Диссертация американского слависта о комическом в дилогии про НИИЧАВО. Перевод с московского издания 1994 г.
Книга доктора филологических наук профессора И. К. Кузьмичева представляет собой опыт разностороннего изучения знаменитого произведения М. Горького — пьесы «На дне», более ста лет вызывающего споры у нас в стране и за рубежом. Автор стремится проследить судьбу пьесы в жизни, на сцене и в критике на протяжении всей её истории, начиная с 1902 года, а также ответить на вопрос, в чем её актуальность для нашего времени.
Научное издание, созданное словенскими и российскими авторами, знакомит читателя с историей словенской литературы от зарождения письменности до начала XX в. Это первое в отечественной славистике издание, в котором литература Словении представлена как самостоятельный объект анализа. В книге показан путь развития словенской литературы с учетом ее типологических связей с западноевропейскими и славянскими литературами и культурами, представлены важнейшие этапы литературной эволюции: периоды Реформации, Барокко, Нового времени, раскрыты особенности проявления на словенской почве романтизма, реализма, модерна, натурализма, показана динамика синхронизации словенской литературы с общеевропейским литературным движением.
«Сказание» афонского инока Парфения о своих странствиях по Востоку и России оставило глубокий след в русской художественной культуре благодаря не только резко выделявшемуся на общем фоне лексико-семантическому своеобразию повествования, но и облагораживающему воздействию на души читателей, в особенности интеллигенции. Аполлон Григорьев утверждал, что «вся серьезно читающая Русь, от мала до велика, прочла ее, эту гениальную, талантливую и вместе простую книгу, — не мало может быть нравственных переворотов, но, уж, во всяком случае, не мало нравственных потрясений совершила она, эта простая, беспритязательная, вовсе ни на что не бившая исповедь глубокой внутренней жизни».В настоящем исследовании впервые сделана попытка выявить и проанализировать масштаб воздействия, которое оказало «Сказание» на русскую литературу и русскую духовную культуру второй половины XIX в.
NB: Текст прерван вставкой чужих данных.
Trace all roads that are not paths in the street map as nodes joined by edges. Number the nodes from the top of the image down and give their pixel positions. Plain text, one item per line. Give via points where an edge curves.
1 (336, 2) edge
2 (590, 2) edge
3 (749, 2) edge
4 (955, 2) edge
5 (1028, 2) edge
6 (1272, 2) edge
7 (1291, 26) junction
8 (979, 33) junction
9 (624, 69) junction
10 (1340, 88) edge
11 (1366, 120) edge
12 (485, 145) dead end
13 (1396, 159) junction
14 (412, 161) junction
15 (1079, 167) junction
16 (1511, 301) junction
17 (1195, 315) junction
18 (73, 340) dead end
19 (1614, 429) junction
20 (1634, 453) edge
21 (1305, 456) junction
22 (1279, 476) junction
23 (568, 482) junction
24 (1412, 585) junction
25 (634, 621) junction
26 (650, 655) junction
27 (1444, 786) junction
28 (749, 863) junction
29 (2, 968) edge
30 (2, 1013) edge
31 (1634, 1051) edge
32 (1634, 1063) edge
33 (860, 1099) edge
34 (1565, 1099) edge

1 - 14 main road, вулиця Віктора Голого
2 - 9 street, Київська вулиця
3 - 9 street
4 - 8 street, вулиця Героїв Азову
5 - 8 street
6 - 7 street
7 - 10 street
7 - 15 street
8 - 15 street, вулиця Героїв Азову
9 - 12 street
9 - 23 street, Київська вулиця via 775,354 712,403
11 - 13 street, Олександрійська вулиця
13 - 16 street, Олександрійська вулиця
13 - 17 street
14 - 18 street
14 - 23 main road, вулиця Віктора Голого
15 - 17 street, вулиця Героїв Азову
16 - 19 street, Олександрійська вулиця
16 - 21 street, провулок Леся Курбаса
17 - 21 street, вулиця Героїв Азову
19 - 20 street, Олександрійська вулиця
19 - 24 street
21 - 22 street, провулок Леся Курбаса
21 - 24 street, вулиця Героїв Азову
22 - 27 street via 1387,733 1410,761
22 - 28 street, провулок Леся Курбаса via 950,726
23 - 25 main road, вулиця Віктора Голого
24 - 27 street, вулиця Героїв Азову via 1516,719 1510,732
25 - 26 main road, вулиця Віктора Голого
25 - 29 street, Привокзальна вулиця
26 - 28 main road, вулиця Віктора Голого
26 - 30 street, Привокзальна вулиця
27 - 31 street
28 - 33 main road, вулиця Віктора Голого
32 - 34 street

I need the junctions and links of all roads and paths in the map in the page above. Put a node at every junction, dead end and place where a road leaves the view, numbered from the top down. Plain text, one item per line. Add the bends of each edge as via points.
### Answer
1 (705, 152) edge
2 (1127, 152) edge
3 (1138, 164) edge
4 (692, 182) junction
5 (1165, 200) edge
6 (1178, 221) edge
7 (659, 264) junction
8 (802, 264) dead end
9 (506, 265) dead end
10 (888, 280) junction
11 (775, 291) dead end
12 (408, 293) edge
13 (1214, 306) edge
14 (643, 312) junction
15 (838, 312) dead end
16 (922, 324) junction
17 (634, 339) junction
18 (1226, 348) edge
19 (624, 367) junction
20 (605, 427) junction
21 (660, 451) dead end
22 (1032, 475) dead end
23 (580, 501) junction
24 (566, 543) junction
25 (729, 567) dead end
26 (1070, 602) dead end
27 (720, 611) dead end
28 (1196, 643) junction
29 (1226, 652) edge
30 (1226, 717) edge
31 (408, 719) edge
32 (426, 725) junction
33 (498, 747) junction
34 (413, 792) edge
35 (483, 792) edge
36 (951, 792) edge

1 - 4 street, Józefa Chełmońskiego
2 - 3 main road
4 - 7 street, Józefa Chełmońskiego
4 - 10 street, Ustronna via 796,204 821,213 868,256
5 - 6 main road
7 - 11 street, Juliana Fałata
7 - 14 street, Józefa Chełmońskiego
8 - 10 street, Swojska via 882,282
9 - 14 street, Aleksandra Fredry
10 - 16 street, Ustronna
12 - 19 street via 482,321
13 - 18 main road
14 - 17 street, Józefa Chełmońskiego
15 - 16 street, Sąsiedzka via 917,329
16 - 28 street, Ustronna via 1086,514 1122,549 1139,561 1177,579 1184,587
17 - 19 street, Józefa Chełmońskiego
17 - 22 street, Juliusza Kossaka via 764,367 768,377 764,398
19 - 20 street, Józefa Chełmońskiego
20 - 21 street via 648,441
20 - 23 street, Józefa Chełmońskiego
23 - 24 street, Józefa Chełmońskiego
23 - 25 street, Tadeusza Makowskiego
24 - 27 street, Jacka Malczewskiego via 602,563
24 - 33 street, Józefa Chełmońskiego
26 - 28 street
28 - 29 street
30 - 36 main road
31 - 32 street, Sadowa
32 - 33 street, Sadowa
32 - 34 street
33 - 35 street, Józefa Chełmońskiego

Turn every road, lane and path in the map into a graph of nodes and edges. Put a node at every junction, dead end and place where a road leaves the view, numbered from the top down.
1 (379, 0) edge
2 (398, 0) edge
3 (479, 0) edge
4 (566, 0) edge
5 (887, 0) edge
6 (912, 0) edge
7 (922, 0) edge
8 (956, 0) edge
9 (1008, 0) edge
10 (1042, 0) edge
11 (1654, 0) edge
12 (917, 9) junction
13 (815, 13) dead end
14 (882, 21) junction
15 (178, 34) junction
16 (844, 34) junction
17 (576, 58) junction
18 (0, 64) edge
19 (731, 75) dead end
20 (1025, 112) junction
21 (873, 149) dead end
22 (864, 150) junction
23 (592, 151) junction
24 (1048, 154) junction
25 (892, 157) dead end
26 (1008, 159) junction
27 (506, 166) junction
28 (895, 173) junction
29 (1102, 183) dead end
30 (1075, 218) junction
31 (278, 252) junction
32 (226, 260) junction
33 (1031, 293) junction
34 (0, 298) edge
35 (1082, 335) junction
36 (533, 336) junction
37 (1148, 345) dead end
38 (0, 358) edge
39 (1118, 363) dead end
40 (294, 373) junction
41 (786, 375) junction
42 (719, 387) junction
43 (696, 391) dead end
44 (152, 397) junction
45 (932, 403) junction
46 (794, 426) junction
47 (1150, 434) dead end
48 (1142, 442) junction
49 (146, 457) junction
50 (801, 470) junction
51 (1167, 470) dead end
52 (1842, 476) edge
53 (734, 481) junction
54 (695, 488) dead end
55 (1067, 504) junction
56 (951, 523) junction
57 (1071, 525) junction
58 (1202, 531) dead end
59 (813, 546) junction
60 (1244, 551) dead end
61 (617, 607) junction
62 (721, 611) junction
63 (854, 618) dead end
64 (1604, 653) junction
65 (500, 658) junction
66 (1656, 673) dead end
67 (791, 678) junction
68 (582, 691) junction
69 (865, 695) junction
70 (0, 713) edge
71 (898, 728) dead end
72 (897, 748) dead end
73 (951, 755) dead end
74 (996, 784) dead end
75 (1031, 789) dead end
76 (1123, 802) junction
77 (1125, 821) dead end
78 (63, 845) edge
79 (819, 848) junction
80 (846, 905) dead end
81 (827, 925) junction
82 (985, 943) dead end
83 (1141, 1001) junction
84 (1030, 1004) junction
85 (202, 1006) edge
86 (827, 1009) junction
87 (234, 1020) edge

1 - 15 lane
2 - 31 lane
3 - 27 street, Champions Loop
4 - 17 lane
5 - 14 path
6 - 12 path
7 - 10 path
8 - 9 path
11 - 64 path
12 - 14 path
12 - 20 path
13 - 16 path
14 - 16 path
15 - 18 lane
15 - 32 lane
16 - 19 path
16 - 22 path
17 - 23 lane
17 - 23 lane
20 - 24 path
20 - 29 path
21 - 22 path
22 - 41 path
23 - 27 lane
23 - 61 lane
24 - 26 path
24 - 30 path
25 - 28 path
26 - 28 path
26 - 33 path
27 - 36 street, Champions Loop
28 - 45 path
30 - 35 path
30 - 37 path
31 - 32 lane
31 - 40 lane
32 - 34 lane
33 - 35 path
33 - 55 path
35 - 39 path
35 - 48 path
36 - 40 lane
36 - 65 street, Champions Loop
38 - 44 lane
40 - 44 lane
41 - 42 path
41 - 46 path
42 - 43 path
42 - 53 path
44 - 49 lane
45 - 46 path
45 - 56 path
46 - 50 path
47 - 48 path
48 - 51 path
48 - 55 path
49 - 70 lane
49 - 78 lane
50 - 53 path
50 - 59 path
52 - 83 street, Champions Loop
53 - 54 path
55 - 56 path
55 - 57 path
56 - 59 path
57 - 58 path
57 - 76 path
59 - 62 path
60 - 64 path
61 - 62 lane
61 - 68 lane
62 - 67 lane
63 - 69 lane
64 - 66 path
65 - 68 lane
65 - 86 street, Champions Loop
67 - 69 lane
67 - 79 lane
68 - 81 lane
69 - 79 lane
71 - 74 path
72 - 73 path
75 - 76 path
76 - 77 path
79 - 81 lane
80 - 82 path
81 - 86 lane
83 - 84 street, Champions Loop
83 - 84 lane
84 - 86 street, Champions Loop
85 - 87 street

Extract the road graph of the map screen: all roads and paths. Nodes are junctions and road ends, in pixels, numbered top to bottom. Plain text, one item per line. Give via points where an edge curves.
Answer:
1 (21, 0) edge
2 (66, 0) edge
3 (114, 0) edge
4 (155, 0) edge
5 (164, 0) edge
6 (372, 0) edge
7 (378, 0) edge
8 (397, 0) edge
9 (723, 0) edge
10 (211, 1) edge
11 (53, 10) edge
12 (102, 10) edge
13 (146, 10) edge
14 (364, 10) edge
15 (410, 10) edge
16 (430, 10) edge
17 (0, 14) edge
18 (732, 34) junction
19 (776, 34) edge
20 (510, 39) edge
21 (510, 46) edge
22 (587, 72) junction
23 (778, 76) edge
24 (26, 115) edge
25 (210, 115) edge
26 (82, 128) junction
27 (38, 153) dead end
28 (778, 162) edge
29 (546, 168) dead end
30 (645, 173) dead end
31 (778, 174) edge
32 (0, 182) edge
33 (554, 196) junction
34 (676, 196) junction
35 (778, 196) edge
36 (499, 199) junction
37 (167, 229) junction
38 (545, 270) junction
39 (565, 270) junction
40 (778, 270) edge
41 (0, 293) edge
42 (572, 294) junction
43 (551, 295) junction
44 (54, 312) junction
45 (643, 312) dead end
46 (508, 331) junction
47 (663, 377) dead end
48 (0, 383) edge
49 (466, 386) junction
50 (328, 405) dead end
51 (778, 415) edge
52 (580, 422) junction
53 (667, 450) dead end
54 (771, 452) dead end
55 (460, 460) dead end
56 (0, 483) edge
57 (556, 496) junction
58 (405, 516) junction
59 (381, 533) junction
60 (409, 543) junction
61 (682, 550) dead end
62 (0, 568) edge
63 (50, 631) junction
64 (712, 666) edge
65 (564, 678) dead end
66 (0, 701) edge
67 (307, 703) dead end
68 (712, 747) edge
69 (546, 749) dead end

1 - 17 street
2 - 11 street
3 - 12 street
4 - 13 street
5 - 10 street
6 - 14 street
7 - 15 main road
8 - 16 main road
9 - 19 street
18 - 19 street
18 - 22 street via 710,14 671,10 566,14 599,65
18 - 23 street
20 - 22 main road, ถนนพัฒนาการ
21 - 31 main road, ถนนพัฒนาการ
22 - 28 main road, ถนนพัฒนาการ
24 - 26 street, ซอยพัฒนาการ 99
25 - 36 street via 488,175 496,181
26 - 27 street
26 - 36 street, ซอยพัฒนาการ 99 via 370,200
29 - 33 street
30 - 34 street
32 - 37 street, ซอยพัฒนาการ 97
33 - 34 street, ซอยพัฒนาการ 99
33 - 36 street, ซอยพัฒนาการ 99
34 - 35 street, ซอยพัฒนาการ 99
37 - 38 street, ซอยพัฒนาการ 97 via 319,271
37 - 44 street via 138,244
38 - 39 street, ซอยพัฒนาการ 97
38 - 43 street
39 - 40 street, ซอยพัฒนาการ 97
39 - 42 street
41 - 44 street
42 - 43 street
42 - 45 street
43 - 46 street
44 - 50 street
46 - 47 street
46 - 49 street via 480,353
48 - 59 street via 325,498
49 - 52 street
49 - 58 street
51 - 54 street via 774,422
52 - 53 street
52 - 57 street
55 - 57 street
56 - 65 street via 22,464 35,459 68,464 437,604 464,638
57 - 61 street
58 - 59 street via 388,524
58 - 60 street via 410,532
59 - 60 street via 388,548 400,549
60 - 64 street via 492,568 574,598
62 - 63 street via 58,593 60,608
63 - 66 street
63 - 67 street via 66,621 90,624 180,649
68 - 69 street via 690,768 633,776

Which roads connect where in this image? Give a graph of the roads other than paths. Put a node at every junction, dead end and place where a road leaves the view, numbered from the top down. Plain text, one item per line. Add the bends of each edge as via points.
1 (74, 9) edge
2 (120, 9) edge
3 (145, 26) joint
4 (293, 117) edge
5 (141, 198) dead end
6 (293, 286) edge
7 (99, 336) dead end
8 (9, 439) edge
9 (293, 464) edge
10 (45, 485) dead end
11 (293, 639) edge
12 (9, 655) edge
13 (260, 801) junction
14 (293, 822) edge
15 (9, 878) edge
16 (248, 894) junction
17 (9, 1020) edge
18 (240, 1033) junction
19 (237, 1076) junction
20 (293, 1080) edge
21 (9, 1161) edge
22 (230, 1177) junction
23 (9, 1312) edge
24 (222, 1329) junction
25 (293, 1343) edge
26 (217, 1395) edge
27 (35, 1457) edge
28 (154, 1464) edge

Появлению статьи 1845 г. предшествовала краткая заметка В.Г. Белинского в отделе библиографии кн. 8 «Отечественных записок» о выходе т. III издания. В ней между прочим говорилось: «Какая книга! Толстая, увесистая, с портретами, с картинками, пятнадцать стихотворений, восемь статей в прозе, огромная драма в стихах! О такой книге – или надо говорить все, или не надо ничего говорить». Далее давалась следующая ироническая характеристика тома: «Эта книга так наивно, так добродушно, сама того не зная, выражает собою русскую литературу, впрочем не совсем современную, а особливо русскую книжную торговлю».